Earlier this week, Iran charged three of the Americans with espionage and acting against national security. The announcement came a day after Iranian and US diplomats in Baghdad held their first formal talks in nearly 30 years.

The charges, which served as a reminder of deep mistrust between the two sides, were brought against Haleh Esfandiari, Middle East director of the Woodrow Wilson International Centre for Scholars in Washington; Parinaz Azima, a correspondent for a Persian-language radio station owned by Radio Free Europe and funded by the US; and Kian Tajbakhsh, a sociologist.

Another Iranian-US citizen, Ali Shakeri, has reportedly been banned from leaving Iran, but no charges have yet been filed against him.
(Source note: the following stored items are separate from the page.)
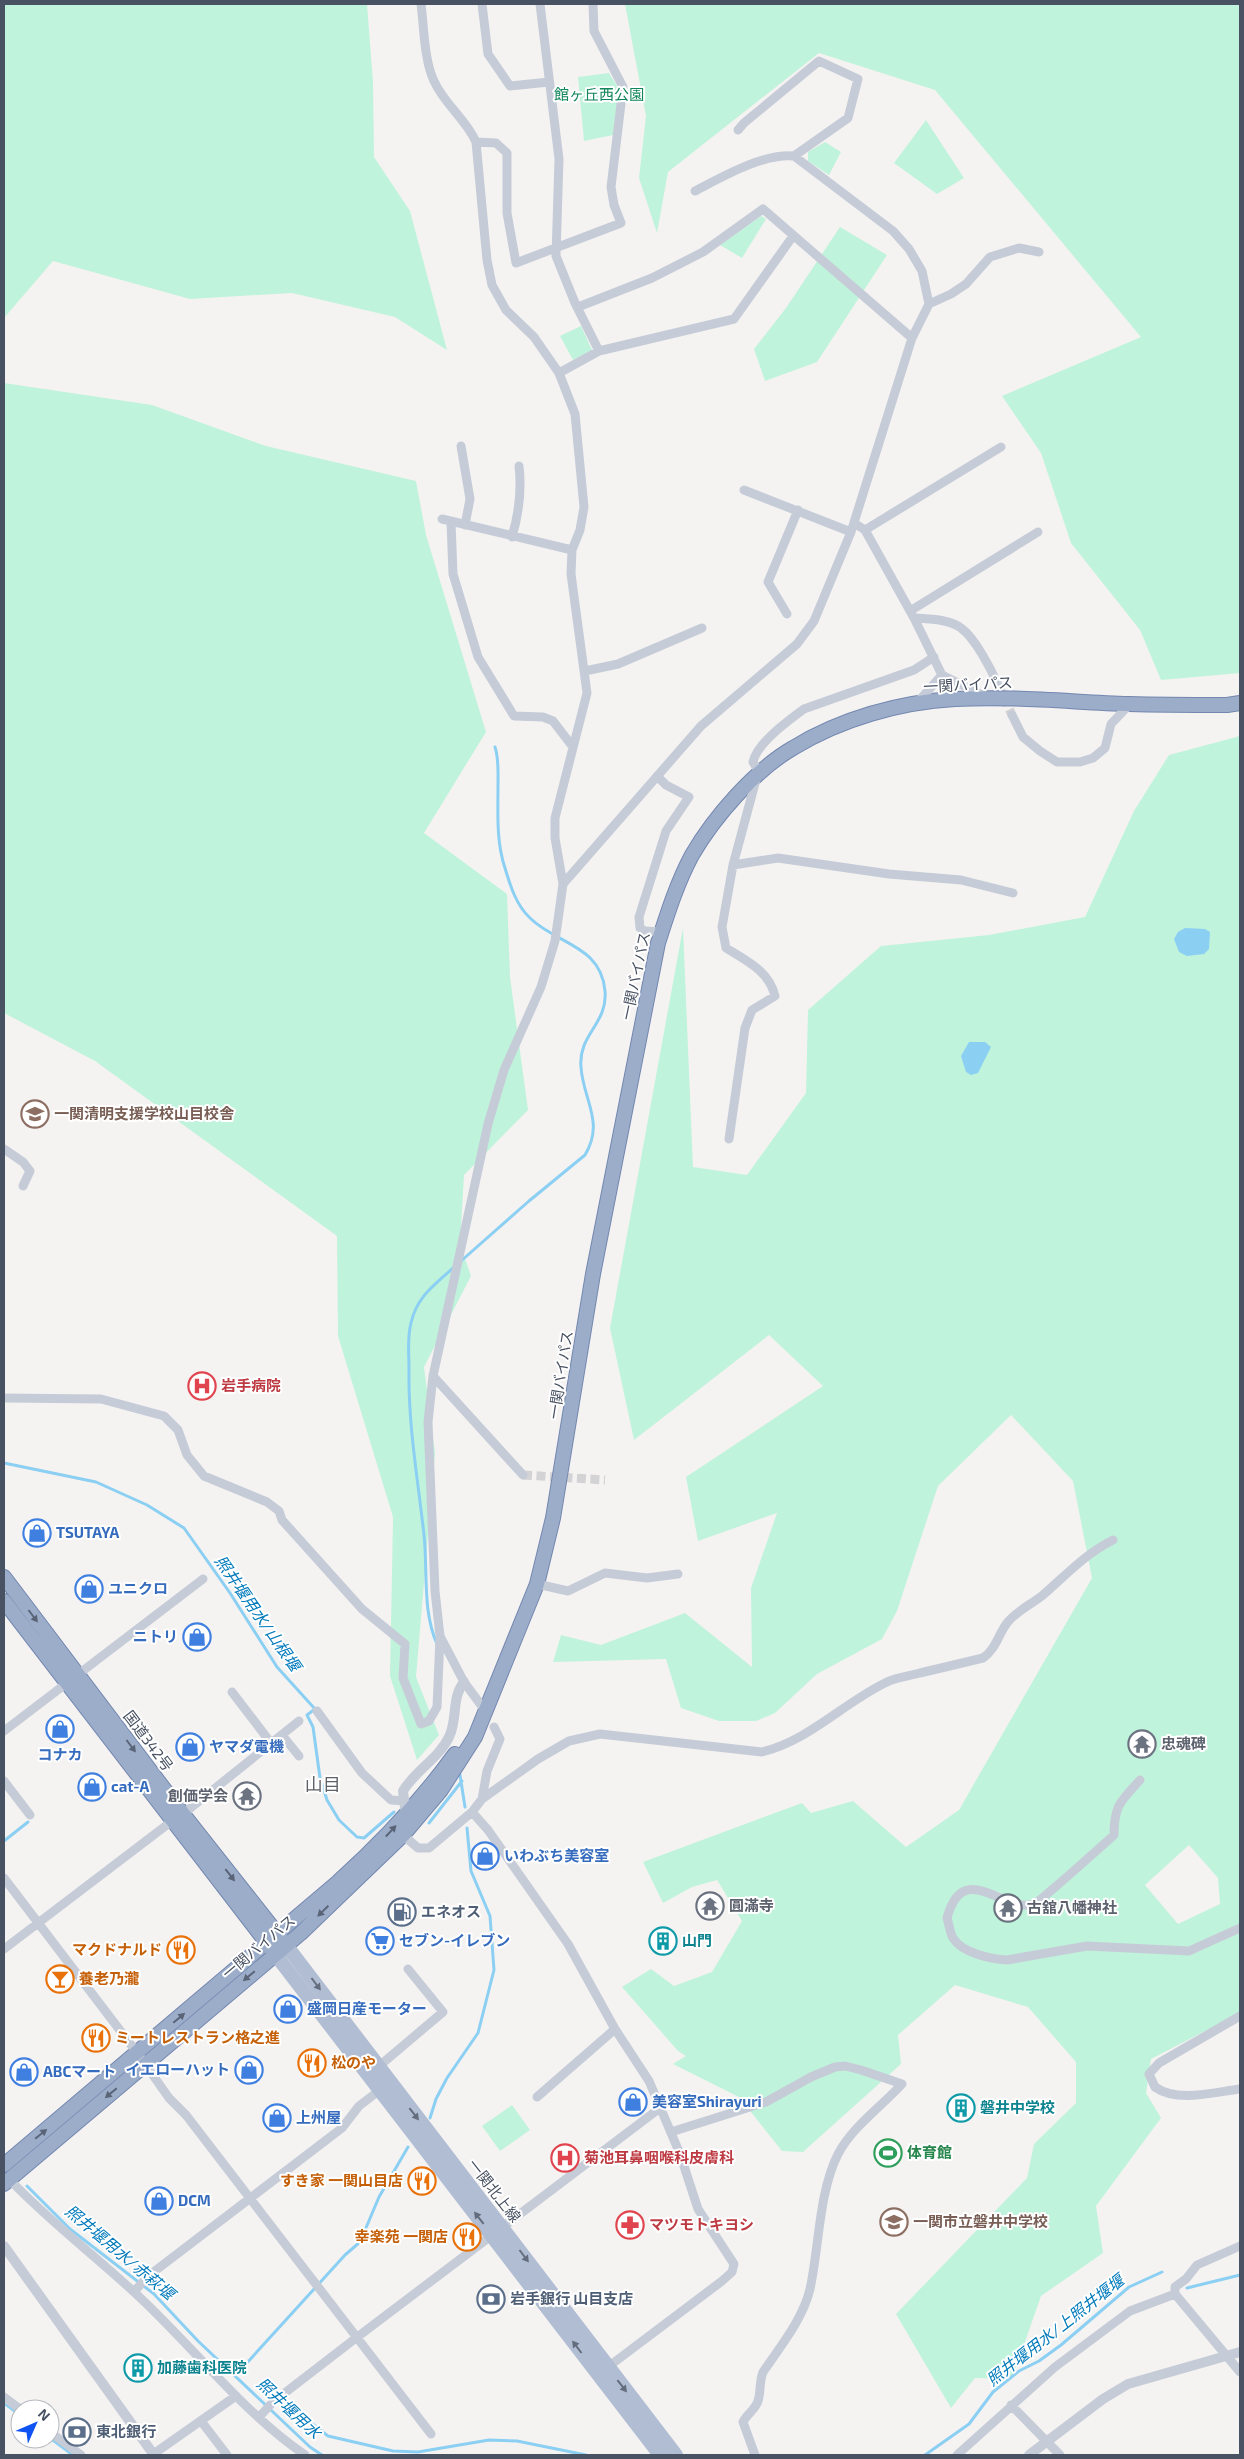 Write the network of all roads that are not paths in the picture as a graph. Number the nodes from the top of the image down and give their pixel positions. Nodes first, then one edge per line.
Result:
1 (421, 4) edge
2 (482, 4) edge
3 (540, 4) edge
4 (593, 4) edge
5 (549, 82) junction
6 (738, 130) dead end
7 (476, 142) junction
8 (794, 156) junction
9 (695, 191) dead end
10 (793, 236) junction
11 (556, 248) junction
12 (1039, 252) dead end
13 (929, 304) junction
14 (578, 307) junction
15 (912, 338) junction
16 (599, 351) junction
17 (558, 372) junction
18 (460, 446) dead end
19 (1001, 447) dead end
20 (519, 466) dead end
21 (744, 490) dead end
22 (798, 510) junction
23 (442, 519) dead end
24 (451, 522) junction
25 (465, 525) junction
26 (852, 527) junction
27 (865, 530) junction
28 (1038, 532) dead end
29 (512, 537) junction
30 (572, 550) junction
31 (787, 614) dead end
32 (912, 614) junction
33 (702, 628) dead end
34 (934, 657) junction
35 (585, 671) junction
36 (942, 675) junction
37 (998, 685) tunnel mouth
38 (990, 699) junction
39 (1240, 703) edge
40 (916, 704) junction
41 (1130, 704) junction
42 (1012, 715) tunnel mouth
43 (573, 747) junction
44 (759, 775) junction
45 (657, 776) junction
46 (732, 865) junction
47 (563, 884) junction
48 (1013, 893) dead end
49 (662, 932) junction
50 (729, 1138) dead end
51 (4, 1149) edge
52 (23, 1186) dead end
53 (433, 1376) junction
54 (4, 1398) edge
55 (523, 1475) tunnel mouth
56 (1113, 1540) dead end
57 (678, 1574) dead end
58 (4, 1577) edge
59 (203, 1579) dead end
60 (536, 1584) junction
61 (4, 1601) edge
62 (440, 1636) junction
63 (72, 1678) junction
64 (464, 1682) junction
65 (232, 1692) dead end
66 (487, 1701) junction
67 (317, 1711) dead end
68 (298, 1721) dead end
69 (494, 1727) dead end
70 (4, 1731) edge
71 (282, 1735) junction
72 (271, 1743) junction
73 (299, 1756) dead end
74 (1140, 1780) dead end
75 (4, 1781) edge
76 (482, 1799) junction
77 (405, 1801) junction
78 (472, 1812) junction
79 (30, 1815) dead end
80 (406, 1816) junction
81 (177, 1818) junction
82 (403, 1834) junction
83 (4, 1878) edge
84 (39, 1922) junction
85 (1240, 1928) edge
86 (276, 1945) junction
87 (4, 1949) edge
88 (408, 1969) dead end
89 (1240, 2016) edge
90 (615, 2029) junction
91 (141, 2059) junction
92 (378, 2067) junction
93 (1240, 2089) edge
94 (380, 2090) junction
95 (537, 2097) dead end
96 (660, 2108) junction
97 (670, 2132) junction
98 (4, 2165) edge
99 (7, 2182) edge
100 (249, 2198) junction
101 (498, 2232) junction
102 (4, 2246) edge
103 (1240, 2246) edge
104 (134, 2292) junction
105 (1175, 2294) junction
106 (356, 2338) junction
107 (1240, 2352) edge
108 (1227, 2356) junction
109 (603, 2371) junction
110 (1240, 2372) edge
111 (236, 2396) junction
112 (1011, 2405) junction
113 (260, 2416) junction
114 (201, 2421) junction
115 (430, 2434) dead end
116 (60, 2439) edge
117 (1047, 2442) junction
118 (81, 2455) edge
119 (153, 2455) edge
120 (227, 2455) edge
121 (305, 2455) edge
122 (660, 2455) edge
123 (676, 2455) edge
124 (755, 2455) edge
125 (957, 2455) edge
126 (1029, 2455) edge
127 (1060, 2455) edge

1 - 7 street
2 - 5 street
3 - 5 street
4 - 11 street
5 - 11 street
6 - 8 street
7 - 11 street
7 - 17 street
8 - 9 street
8 - 13 street
10 - 14 street
10 - 15 street
10 - 16 street
11 - 14 street
12 - 13 street
13 - 15 street
14 - 16 street
15 - 26 street
16 - 17 street
17 - 30 street
18 - 25 street
19 - 27 street
20 - 29 street
21 - 22 street
22 - 26 street
22 - 31 street
23 - 24 street
24 - 25 street
24 - 43 street
25 - 29 street
26 - 27 street
26 - 45 street
27 - 32 street
28 - 32 street
29 - 30 street
30 - 35 street
32 - 34 street
32 - 37 street
33 - 35 street
34 - 36 street
34 - 44 street
35 - 43 street
36 - 38 street
36 - 40 street
38 - 40 highway, 一関バイパス
38 - 41 highway, 一関バイパス
39 - 41 highway, 一関バイパス
40 - 44 highway, 一関バイパス
41 - 42 street
43 - 47 street
44 - 46 street
44 - 49 highway, 一関バイパス
45 - 47 street
45 - 49 street
46 - 48 street
46 - 50 street
47 - 53 street
49 - 60 highway, 一関バイパス
51 - 52 street
53 - 55 street
53 - 62 street
54 - 62 street
56 - 76 street
57 - 60 street
58 -> 63 highway, 国道342号
59 - 63 street
60 - 66 highway, 一関バイパス
61 - 63 highway, 国道342号
62 - 64 street
63 - 70 street
63 - 81 highway, 国道342号
64 - 66 street
64 - 77 street
65 - 72 street
66 - 80 highway, 一関バイパス
66 - 82 highway, 一関バイパス
67 - 77 street
68 - 71 street
69 - 76 street
71 - 72 street
71 - 73 street
72 - 81 street
74 - 85 street
75 - 79 street
76 - 78 street
77 - 80 street
78 - 82 street
78 - 90 street
86 -> 80 highway, 一関バイパス
81 - 84 street
81 - 86 highway, 国道342号
82 -> 86 highway, 一関バイパス
83 - 84 street
84 - 87 street
84 - 91 street
86 - 91 highway, 一関バイパス
86 -> 92 main road, 一関北上線
86 - 94 main road, 一関北上線
88 - 92 street
89 - 93 street
90 - 95 street
90 - 96 street
98 -> 91 highway, 一関バイパス
91 -> 99 highway, 一関バイパス
91 - 100 street
92 -> 101 main road, 一関北上線
94 - 100 street
101 -> 94 main road, 一関北上線
96 - 97 street
96 - 101 street
97 - 109 street
97 - 124 street
99 - 104 street
100 - 104 street
100 - 106 street
101 - 106 street
101 - 109 main road, 一関北上線
102 - 119 street
103 - 105 street
104 - 111 street
105 - 108 street
105 - 112 street
106 - 113 street
106 - 115 street
107 - 108 street
108 - 110 street
108 - 117 street
109 - 122 main road, 一関北上線
109 -> 123 main road, 一関北上線
111 - 113 street
111 - 114 street
112 - 117 street
112 - 125 street
113 - 121 street
114 - 119 street
114 - 120 street
116 - 118 street
117 - 126 street
117 - 127 street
Esfandiari and Azima reportedly travelled to Iran last year to visit their sick mothers.

Bush also mentioned a fifth American – Robert Levinson, a former FBI agent who has been missing from Kish Island in Iran since April.

The US has provided flight information to the Iranians to help them track him down.

"I call on Iran's leaders to tell us what they know about his whereabouts," Bush said.

Stephen Hadley, Bush's national security advisor, said the president was prompted to make the statement after the charges were brought against at least three of the Americans named in his remarks.

The charges "represented an escalation on the part of the Iranians," he said.